Retail sales slumped in June, falling 0.3% vs. the previous month, the US Census Bureau reports. The decline was well below Econoday.com’s consensus forecast for a 0.3% rise. The disappointing report is a reminder that the economic rebound is having a tough time gaining traction after the first-quarter GDP decline.
Nonetheless, a weak number on retail spending should be viewed in context with the stronger trend in the labor market. As long as private nonfarm payrolls are growing above the 200,000 mark, as they were in June, there’s enough forward macro momentum to push the jobless rate lower. That’s a reason to think that the latest monthly slide in retail spending is a temporary setback rather an early sign of trouble.
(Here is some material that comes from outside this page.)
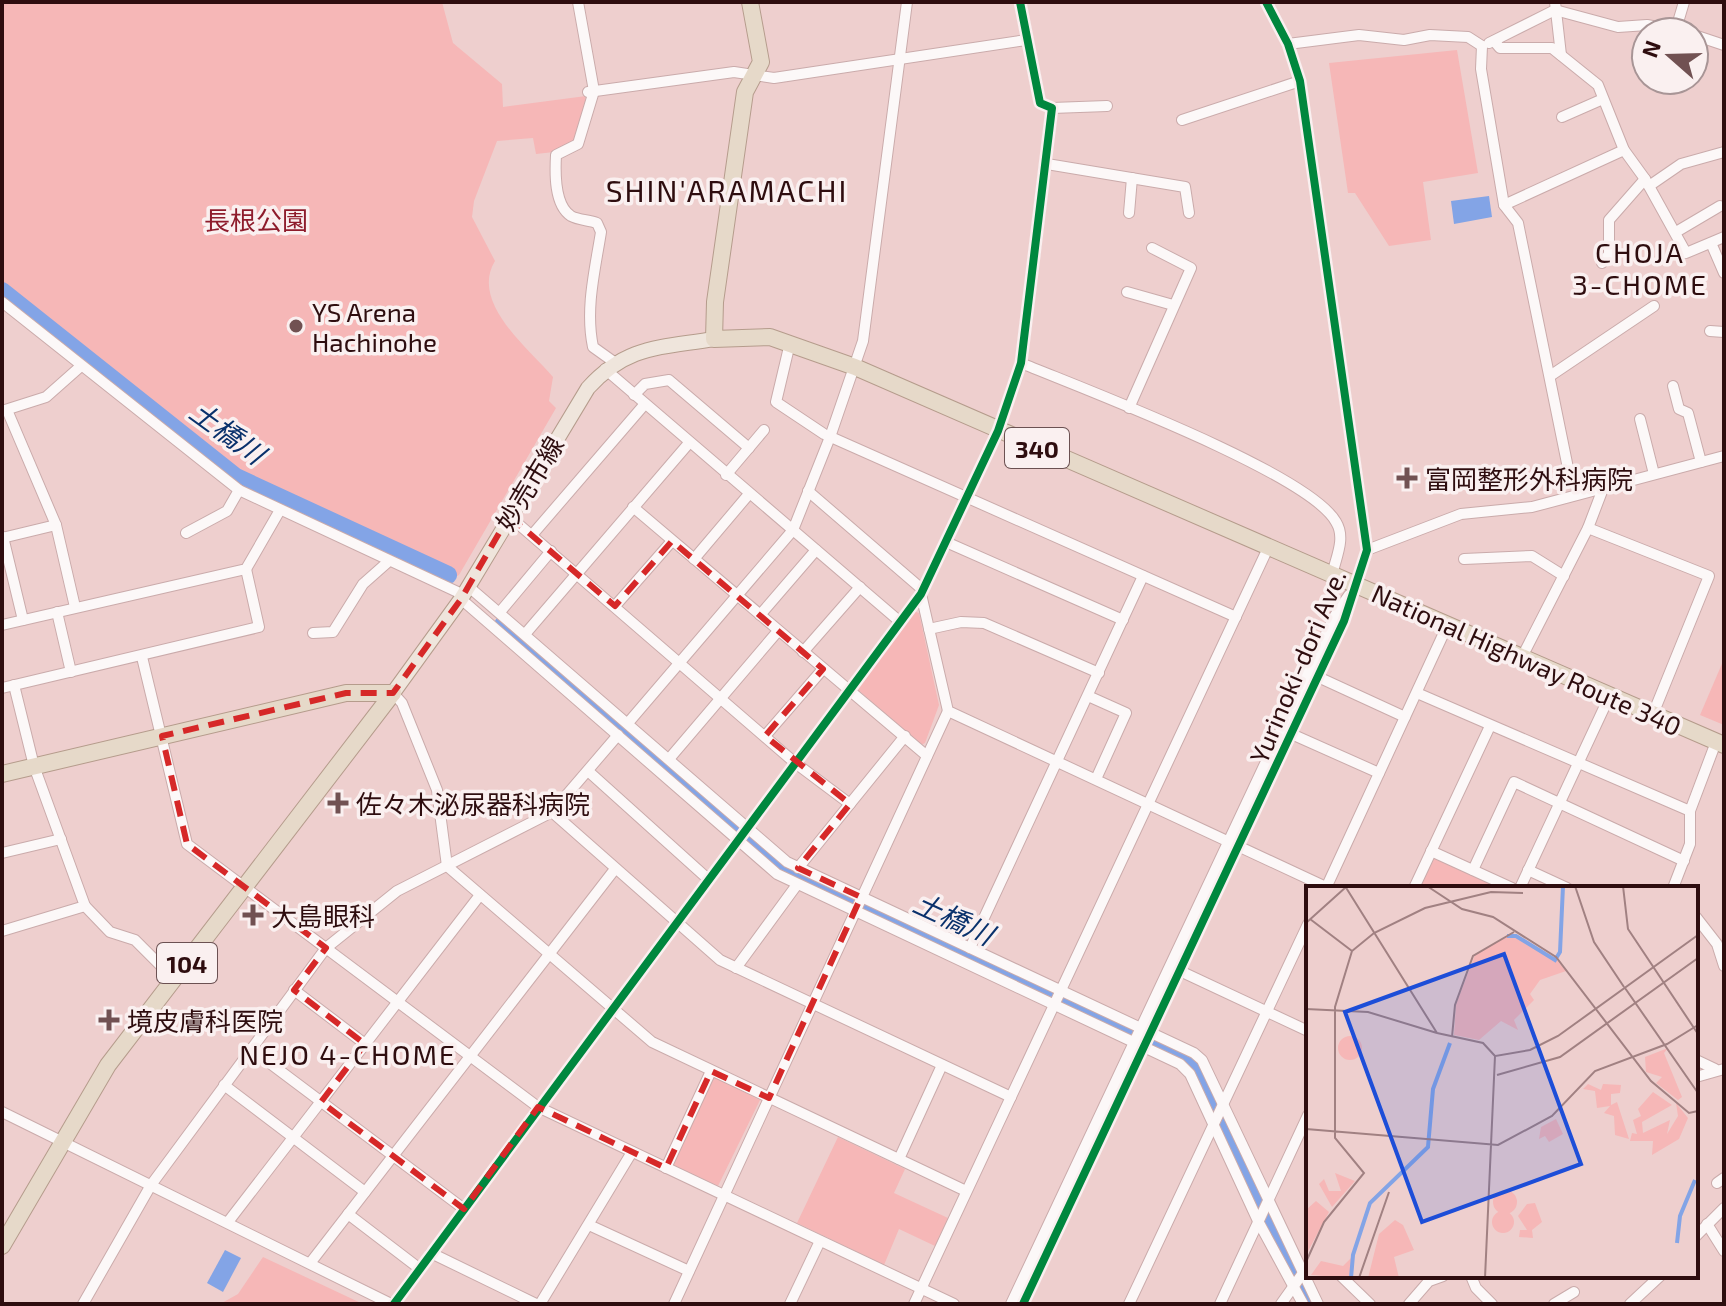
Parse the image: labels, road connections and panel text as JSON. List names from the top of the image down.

Keep in mind too that retail spending will likely track changes in disposable personal income, which continues to rise at a considerably faster rate: roughly 3.5% to 3.8% in nominal annual terms in recent months. As long as employment growth remains upbeat, it’s reasonable to assume that income growth will rise in the 3.5%-to-4.0% range for the near term.
In short, the stronger pace for income implies that the recent deceleration in headline retail sales to under 2% on a year-over-year basis may be due to pick up in the months ahead.
Nonetheless, the bears have some fresh meat to chew on today. In addition, there’s reason to wonder about the on-again-off-again prospects for a September rate hike. Indeed, it was only last Friday that Fed Chair Janet Yellen advised that “recent encouraging data about retail sales and light motor vehicle purchases in the beginning of the second quarter could be an indication that the pace of consumer spending is picking up.” But that perspective suddenly looks like ancient history.
“The weakness is pretty broad-based, but it does look like categories that you would consider to be seasonal in nature looked to be very weak,” Stephen Stanley, chief economist at Amherst Pierpont Securities, tells Bloomberg. “It puts a little cold water on the idea that the consumer was gathering momentum.”
Maybe so, but with comparatively robust data for payrolls and income, it’s not inconceivable that the next round of spending figures will tell a different story.